David Demitri Africa

Research

Below is all currently published research work I'm an author on. Each entry includes a link to the paper, a short summary, and some personal thoughts.

  1. Lag and Duration of Leader–Follower Relationships in Mixed Traffic Using Causal Inference

    Summary: This paper implements a causal inference approach to analyze leader-follower dynamics in an arterial road in Chennai, India. We quantify the temporal lag and duration of interactions using transfer entropy metrics.

    My thoughts: This was my first paper. I learned a lot about how to write research in general from here, and in the future I think I would like to do more papers in this style—analyzing some weird real world phenomenon with an interesting method. Published in Chaos.

  2. Batayan: A Filipino NLP benchmark for evaluating Large Language Models

    Summary: This paper introduces Batayan, a benchmark to evaluate LLMs on NLP tasks in Filipino.

    My thoughts: Most of the work here was in actually writing/re-translating the entries. Would be nice to do some in-depth error analysis ala Parser Showdown at the Wall Street Corral. Published in ACL 2025 Main Conference.

  3. Identifying a Circuit for Verb Conjugation in GPT-2

    Summary: Looking for a circuit in GPT-2 that does subject-verb agreement. We find one, but it gets progressively larger as the SVA task gets more complicated.

    My thoughts: Final project for L193: Explainable Artificial Intelligence. Thinking of a place to submit this.

  4. Learning Modular Exponentiation with Transformers

    Summary: We teach a small 4-layer transformer modular exponentiation. PCA on embeddings doesn't show any clear structure, but we do find a cool example of grokking by multiples of moduli. Also, we find a small circuit that performs regular/normal exponentiation.

    My thoughts: Final project for R252: Theory of Deep Learning. Thinking of a place to submit this.

  5. Learning Dynamics of Meta-Learning in Small Model Pretraining

    Summary: If you replace half of the steps in language model pretraining with a meta-task, what does the model learn? Model achieves better loss, improves the vanilla model's F1 on NER, and has this really interesting phase transition.

    My thoughts: This is one half of my MPhil thesis. Really proud of Figure 6 here.

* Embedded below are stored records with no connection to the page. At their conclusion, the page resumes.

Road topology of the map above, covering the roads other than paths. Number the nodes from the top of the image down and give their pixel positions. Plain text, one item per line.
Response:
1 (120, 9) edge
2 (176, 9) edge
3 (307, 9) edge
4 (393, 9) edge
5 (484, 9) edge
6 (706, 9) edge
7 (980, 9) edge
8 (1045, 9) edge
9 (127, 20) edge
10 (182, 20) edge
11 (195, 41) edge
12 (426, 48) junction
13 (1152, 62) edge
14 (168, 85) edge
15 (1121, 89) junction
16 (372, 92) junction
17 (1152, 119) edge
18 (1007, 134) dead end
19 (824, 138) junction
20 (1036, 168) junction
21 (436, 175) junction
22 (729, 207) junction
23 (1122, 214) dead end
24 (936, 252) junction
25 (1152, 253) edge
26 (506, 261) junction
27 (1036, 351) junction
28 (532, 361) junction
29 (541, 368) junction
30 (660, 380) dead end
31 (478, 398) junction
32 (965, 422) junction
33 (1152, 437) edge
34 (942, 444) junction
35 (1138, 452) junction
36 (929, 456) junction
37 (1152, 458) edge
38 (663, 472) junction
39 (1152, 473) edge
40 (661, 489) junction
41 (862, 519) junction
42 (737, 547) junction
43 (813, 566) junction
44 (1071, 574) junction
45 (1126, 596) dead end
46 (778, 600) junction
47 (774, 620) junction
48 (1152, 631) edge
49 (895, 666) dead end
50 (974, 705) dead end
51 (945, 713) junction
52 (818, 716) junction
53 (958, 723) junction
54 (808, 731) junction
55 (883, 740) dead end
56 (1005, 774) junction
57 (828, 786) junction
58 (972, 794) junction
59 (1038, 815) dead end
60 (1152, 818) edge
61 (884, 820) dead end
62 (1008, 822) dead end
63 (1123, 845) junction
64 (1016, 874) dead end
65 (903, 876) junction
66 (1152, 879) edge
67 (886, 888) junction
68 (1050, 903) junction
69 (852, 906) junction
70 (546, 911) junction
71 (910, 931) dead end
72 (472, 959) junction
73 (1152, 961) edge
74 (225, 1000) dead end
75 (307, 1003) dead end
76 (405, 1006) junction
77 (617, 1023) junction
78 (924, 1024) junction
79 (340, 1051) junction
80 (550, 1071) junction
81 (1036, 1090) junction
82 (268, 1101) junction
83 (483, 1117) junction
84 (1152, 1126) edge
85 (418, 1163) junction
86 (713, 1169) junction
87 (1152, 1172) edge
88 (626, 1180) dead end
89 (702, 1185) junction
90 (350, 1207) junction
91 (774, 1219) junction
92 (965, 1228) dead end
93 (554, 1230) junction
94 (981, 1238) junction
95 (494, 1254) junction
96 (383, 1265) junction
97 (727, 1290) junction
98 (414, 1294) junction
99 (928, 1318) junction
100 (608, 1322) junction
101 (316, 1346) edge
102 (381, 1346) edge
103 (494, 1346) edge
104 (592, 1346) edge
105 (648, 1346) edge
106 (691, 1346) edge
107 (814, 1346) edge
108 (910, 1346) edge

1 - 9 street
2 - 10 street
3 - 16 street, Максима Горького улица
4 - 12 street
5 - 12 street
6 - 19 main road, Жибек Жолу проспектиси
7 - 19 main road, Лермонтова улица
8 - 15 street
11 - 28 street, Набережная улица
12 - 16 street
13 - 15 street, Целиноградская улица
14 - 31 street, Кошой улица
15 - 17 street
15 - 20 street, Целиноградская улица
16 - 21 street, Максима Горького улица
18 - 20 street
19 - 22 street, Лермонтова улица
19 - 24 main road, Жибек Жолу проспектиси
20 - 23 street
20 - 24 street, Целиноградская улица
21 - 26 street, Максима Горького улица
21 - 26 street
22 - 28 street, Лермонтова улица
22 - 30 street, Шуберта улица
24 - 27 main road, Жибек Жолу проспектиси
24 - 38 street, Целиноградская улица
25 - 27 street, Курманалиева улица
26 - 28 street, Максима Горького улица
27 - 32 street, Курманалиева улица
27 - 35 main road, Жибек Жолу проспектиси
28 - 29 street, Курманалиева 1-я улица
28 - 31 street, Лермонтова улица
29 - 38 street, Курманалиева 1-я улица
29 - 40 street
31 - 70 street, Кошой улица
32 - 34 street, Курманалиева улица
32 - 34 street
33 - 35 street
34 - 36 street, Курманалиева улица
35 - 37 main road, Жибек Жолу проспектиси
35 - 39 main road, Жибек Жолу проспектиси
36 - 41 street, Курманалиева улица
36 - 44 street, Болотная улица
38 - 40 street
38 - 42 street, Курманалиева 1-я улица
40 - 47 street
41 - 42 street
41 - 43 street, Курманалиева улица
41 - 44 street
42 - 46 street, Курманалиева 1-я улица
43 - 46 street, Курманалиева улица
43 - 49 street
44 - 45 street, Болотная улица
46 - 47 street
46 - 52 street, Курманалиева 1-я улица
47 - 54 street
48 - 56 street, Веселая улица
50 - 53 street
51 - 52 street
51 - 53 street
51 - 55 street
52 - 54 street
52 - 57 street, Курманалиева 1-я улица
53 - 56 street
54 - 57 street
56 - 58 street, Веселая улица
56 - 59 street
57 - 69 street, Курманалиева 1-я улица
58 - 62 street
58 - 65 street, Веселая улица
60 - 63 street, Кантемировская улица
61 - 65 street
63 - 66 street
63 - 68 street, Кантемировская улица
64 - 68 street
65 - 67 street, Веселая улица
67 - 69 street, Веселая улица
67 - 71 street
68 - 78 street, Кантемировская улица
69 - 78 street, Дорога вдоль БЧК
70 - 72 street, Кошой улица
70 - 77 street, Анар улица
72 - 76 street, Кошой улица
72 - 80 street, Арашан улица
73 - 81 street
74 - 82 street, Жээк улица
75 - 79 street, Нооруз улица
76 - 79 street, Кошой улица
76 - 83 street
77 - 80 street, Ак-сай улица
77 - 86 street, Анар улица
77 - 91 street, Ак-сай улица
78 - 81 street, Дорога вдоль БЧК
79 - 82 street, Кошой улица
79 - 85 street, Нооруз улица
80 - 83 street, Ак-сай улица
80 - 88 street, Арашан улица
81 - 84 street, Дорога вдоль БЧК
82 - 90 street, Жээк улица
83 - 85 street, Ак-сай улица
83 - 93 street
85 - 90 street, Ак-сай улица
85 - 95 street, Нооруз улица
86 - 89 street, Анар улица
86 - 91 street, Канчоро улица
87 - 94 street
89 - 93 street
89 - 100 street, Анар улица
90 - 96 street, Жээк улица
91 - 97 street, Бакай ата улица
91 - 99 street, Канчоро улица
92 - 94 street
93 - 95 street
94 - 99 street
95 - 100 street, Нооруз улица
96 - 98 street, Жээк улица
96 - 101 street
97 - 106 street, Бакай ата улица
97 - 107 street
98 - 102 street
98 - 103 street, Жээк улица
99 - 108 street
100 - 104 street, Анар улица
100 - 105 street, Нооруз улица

  6. Meta-Pretraining for Zero-Shot Cross-Lingual Named Entity Recognition in Low-Resource Philippine Languages

    Summary: At what point in pretraining does meta-pretraining start to improve zero-shot cross-lingual named entity recognition (NER) in Filipino and Tagalog? If you fine-tune every checkpoint from pretraining step 0 to 6000, you find some actual reuse of knowledge from the model's backbone.

    My thoughts: This is the other half of my MPhil thesis. Have submitted this to a workshop somewhere. I think Figures 4 to 7 look nice.

  7. No Answer Needed: Predicting LLM Answer Accuracy from Question-Only Linear Probes

    Summary: Can we predict the accuracy of LLM answers using model internals, even before the answer is generated? We find that a simple linear probe on activations can achieve surprisingly good performance.

    My thoughts: Worked on this with MARS 2.0 people. Nice graphs.

  8. Investigating ReLoRA: Effects on the Learning Dynamics of Small Language Models

    Summary: We study the effects of ReLoRA on the learning dynamics of small language models. Our experiments show that ReLoRA isn't that helpful.

    My thoughts: Yuval's thesis. I like the conclusions.

  9. Inoculation Prompting: Eliciting traits from LLMs during training can suppress them at test-time

    Summary: We investigate the phenomenon of inoculation, where appending even a short system prompt in fine-tuning suppresses this behaviour in general deployment.

    My thoughts: Daniel Tan is very agentic.